There is clearly some evidence of the former. The spark for the sharp sell-off appears to be the FOMC minutes and the Chairman, Jerome Powell’s, press conference. He pointed out that monetary policy would remain and become more accommodative, because this was desperately needed; the economic downturn was severe, and that the recovery would be drawn out. This appeared to put pay to hopes of a V-shaped recovery, prompting investors to dump equities in significant qualities and prompting demand for other risky assets to follow suit.
Evidence that some US states were seeing a rise in virus infection rates both raised concerns about further coronavirus outbreaks, and the possible policy response, and underlined Powell’s message. This wasn’t a quick fix.

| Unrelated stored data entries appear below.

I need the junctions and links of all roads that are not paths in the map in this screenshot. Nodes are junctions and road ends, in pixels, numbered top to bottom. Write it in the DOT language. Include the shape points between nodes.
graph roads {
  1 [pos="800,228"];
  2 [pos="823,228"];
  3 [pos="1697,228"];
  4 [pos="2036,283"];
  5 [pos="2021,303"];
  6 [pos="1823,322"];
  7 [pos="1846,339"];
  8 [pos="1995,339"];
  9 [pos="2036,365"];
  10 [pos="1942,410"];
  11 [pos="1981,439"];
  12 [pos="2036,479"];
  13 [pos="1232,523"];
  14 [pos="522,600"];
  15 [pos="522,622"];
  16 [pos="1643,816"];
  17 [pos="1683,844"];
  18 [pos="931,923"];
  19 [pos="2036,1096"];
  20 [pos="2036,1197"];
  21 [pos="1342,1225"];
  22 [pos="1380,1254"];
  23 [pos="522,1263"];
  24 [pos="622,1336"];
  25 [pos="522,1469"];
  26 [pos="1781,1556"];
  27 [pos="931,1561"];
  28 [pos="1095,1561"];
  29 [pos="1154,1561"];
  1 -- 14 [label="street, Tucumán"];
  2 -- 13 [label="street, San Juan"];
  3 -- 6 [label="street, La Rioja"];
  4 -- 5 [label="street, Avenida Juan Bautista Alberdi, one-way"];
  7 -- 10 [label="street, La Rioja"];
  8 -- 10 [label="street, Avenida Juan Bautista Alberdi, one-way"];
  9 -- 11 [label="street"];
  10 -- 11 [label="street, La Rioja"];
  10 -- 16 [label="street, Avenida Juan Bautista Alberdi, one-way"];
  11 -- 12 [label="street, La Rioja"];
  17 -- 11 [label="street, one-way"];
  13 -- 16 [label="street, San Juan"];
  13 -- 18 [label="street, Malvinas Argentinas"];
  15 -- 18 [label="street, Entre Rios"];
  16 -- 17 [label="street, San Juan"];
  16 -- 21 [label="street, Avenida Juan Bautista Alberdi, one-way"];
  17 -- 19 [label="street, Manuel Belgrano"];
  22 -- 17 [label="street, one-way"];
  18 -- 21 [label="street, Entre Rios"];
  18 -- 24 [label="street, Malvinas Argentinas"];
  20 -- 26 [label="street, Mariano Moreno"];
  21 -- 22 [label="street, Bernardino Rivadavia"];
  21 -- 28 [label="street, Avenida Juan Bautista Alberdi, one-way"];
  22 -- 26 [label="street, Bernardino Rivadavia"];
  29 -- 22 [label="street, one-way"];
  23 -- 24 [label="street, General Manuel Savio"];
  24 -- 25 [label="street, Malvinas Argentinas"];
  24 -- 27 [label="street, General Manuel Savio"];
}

It contradicted the message that investors had perhaps erroneously taken from the unbelievably positive US labour market data published on the previous Friday, which showed a large rise in non-farm payrolls rather than the expected massive fall.
Economists have been saying for some time that a V-shaped recovery is highly unlikely, particularly given the lack of an actual vaccine to protect humanity from coronavirus. On-going lockdowns are possible, although maybe only on a regional basis, but social distancing is vital, which rules out strong activity growth in areas such as hospitality, leisure, travel and related industries. So, while the economy may reopen, it will take a long time to get back to pre-virus norms and less economic activity inevitably means higher unemployment, which means less spending and so on. There is no magic switch…

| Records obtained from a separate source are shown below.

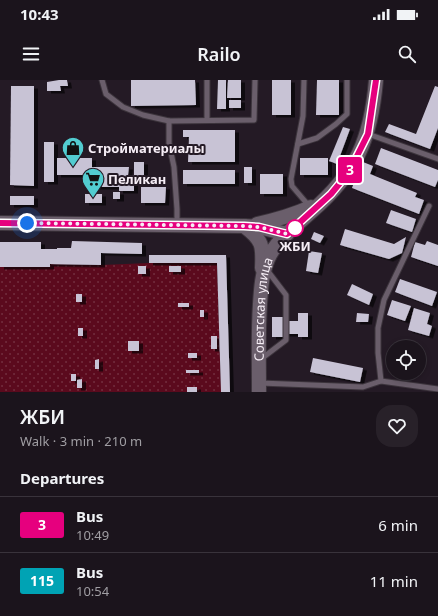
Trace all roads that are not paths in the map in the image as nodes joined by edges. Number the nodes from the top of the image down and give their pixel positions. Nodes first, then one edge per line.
1 (102, 80) edge
2 (207, 80) edge
3 (255, 80) edge
4 (304, 80) edge
5 (347, 80) edge
6 (376, 80) edge
7 (207, 120) junction
8 (169, 121) junction
9 (368, 134) junction
10 (298, 144) junction
11 (438, 159) edge
12 (324, 200) junction
13 (429, 206) dead end
14 (310, 207) junction
15 (0, 223) edge
16 (177, 226) junction
17 (244, 226) junction
18 (287, 234) junction
19 (265, 268) junction
20 (261, 284) junction
21 (258, 361) junction
22 (381, 382) junction
23 (323, 385) junction
24 (259, 387) edge
25 (438, 389) edge
26 (430, 390) edge
27 (323, 392) edge

1 - 8 lane
2 - 7 lane
3 - 7 lane
4 - 10 lane
5 - 10 lane
6 - 9 street, Советская улица
7 - 8 lane
8 - 16 lane
9 - 11 lane
9 - 12 street, Советская улица
10 - 14 lane
12 - 14 street
12 - 18 street, Советская улица
13 - 22 lane
14 - 17 street
15 - 16 street
16 - 17 street
17 - 18 street
17 - 20 street
18 - 19 street, Советская улица
19 - 20 street, Советская улица
19 - 21 lane
20 - 21 street, Советская улица
21 - 24 street, Советская улица
22 - 23 lane
22 - 26 lane
23 - 24 lane
23 - 27 lane
25 - 26 lane

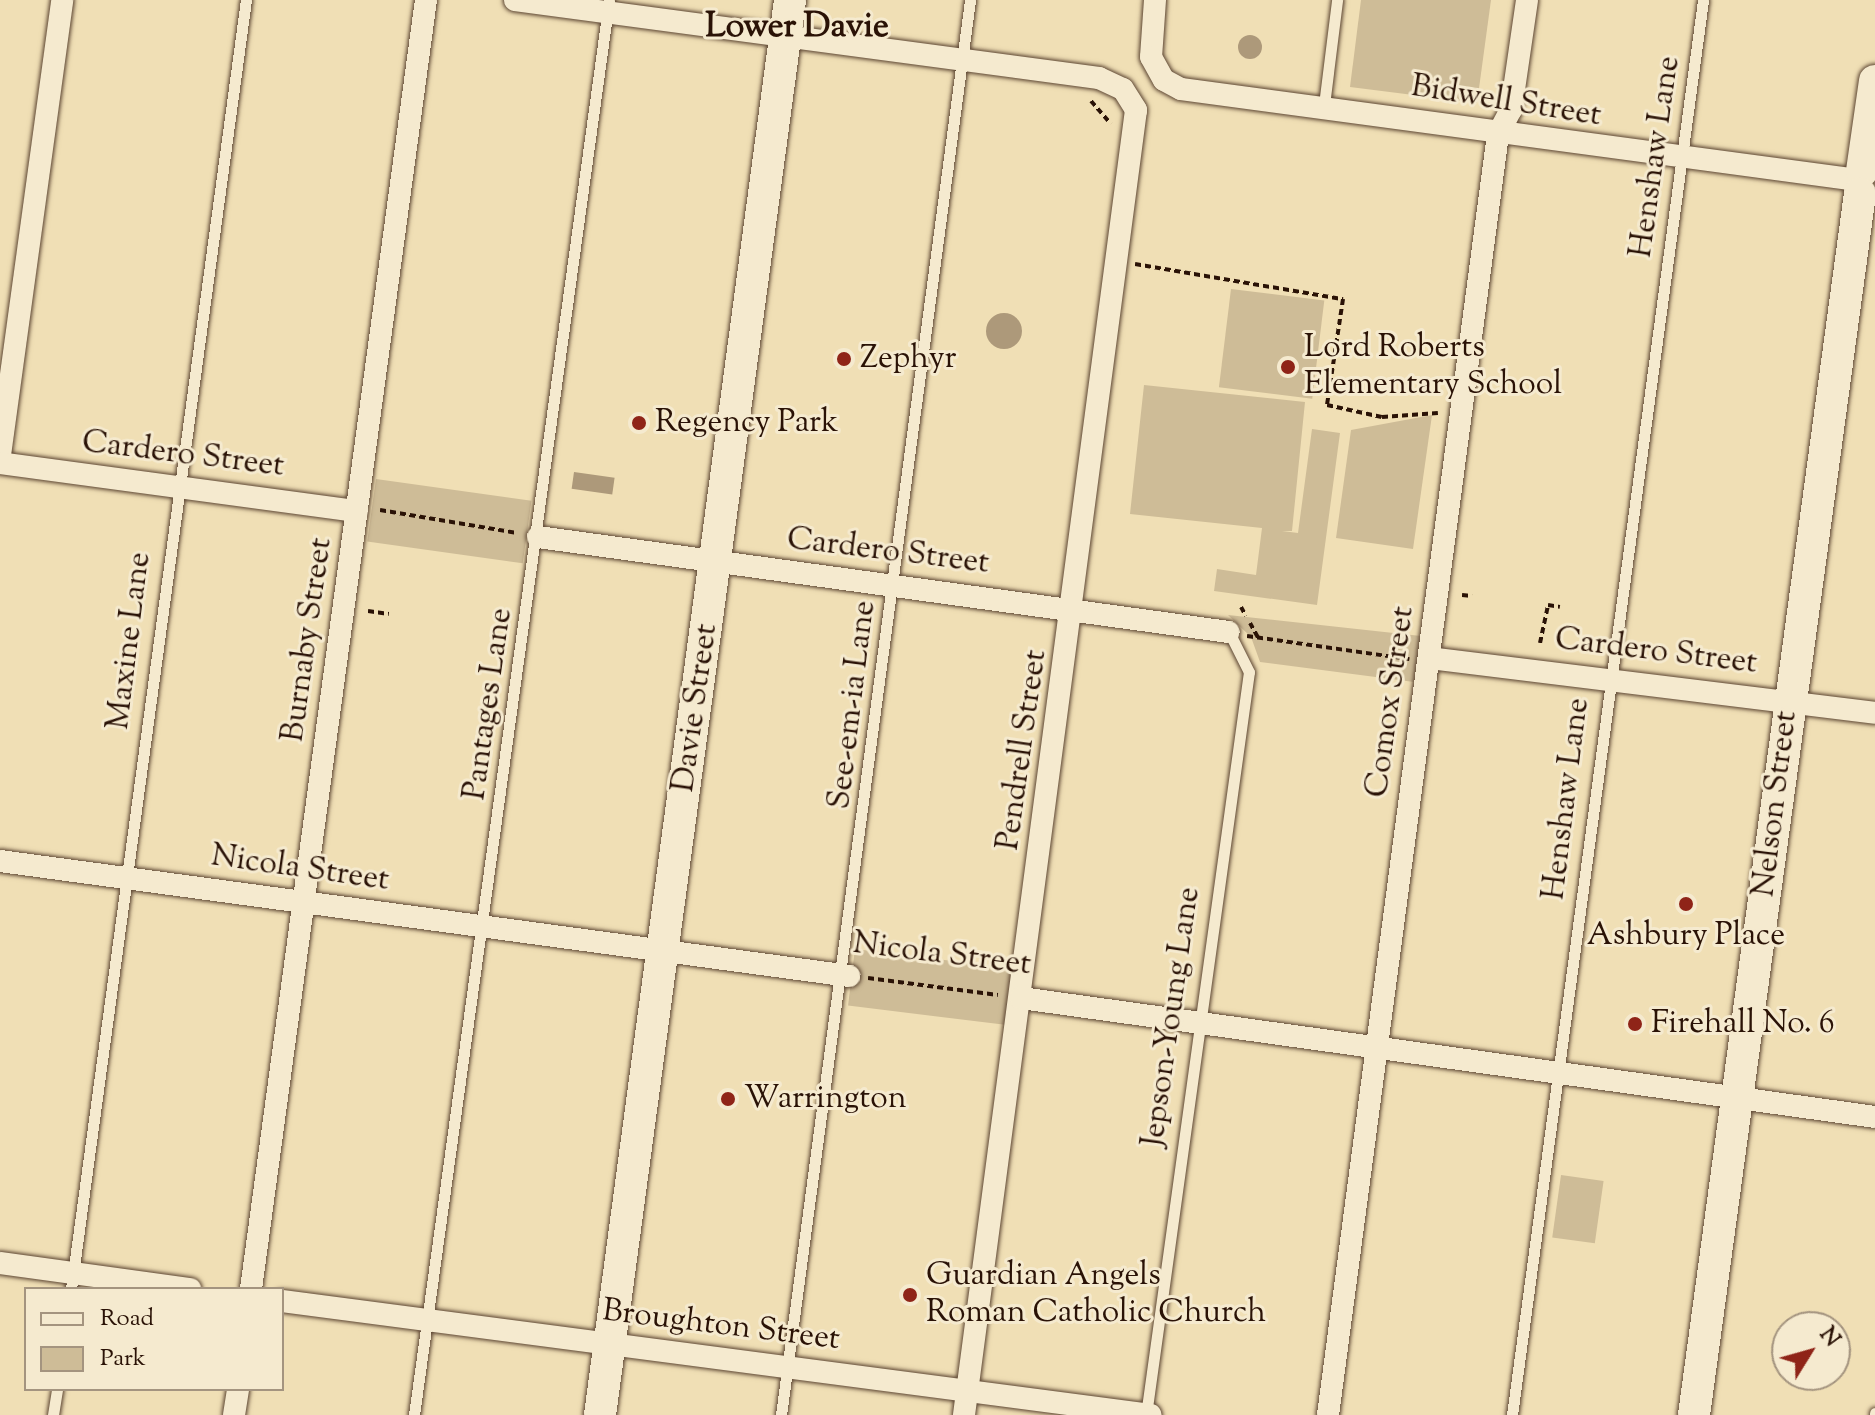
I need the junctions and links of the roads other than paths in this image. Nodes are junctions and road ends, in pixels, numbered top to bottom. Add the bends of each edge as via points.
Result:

But investors were possibly not only betting on a quick recovery, or at least, not all investors. Behaviour is being strongly influenced by central bank interventions. When a central bank cuts rates to zero (or near enough) retaining cash is less attractive and lending it to other organisations/banks at close to zero equally so. The search for income therefore drives money into non-cash assets, such as equity and commodities. Add abundant liquidity into the mix, due to central banks engaging in huge and rapid asset purchases, and the effect on asset valuations is magnified.
So, does this week’s pull back suggest that investors have seen reason and are valuing equities more appropriately for a protracted economic recovery? Possibly, but it is more likely that the news flow simply made some investors jumpy, while others just saw a chance to take profits from the amazing run since late March. And with central banks such as the Federal Reserve moving to potentially unlimited asset purchases, injecting ever increasing central bank liquidity, further financial asset price inflation seems inevitable as investors move back into the markets, in spite of the economic outlook.
The pull back this week certainty feels like a temporary hiatus rather than the start of a sustained downturn.